Kim: I don’t write for any particular age group. I write the story as it appears in my head and then decide which group it would best fit into. At this point I will revise it to better suit that age group, but I rarely set out to specifically write a toddler book or a middle grade book. In fact, “The Stone Beach,” my YA Paranormal novella, was originally going to be a picture book, but when I started writing it, I realized that it was a story that needed an older character and audience.
That being said, I have great respect for authors who write age specific books such as early readers or picture books. My books tend to be story books that have pictures. I have come to realize that a true picture book (one that depends on the images as much as the text) is a hard thing to create.
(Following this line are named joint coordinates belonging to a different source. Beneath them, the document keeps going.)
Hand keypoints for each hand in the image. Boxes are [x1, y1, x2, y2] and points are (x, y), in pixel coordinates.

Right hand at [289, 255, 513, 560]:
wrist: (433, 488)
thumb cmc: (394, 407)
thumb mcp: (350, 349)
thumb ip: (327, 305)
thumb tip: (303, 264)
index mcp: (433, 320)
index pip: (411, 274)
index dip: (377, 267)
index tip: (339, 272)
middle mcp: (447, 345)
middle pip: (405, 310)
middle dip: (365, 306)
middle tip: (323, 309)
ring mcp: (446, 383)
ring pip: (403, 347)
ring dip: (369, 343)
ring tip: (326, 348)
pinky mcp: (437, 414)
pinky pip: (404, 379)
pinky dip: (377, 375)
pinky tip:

Likewise, good early readers with engaging plots and characters are true works of art. I have started delving into these worlds and may come up with something yet.
Katie: Since you write in different genres, you have a website for each of your pseudonyms. What kind of time do you spend, on the average, working on your websites each week? each month?
Kim: I spend by far the most time on my children’s site. It’s huge, with five blogs (movies, book reviews, recipes, crafts and Daily News). It has games and contests and information about all my books. There is an art gallery and schoolhouse and… well it’s huge. I spend several hours a week updating this one. My two adult sites are more static, but they each have a news blog where I post reviews and announcements. I also spend about an hour a day updating Blazing Trailers with new content.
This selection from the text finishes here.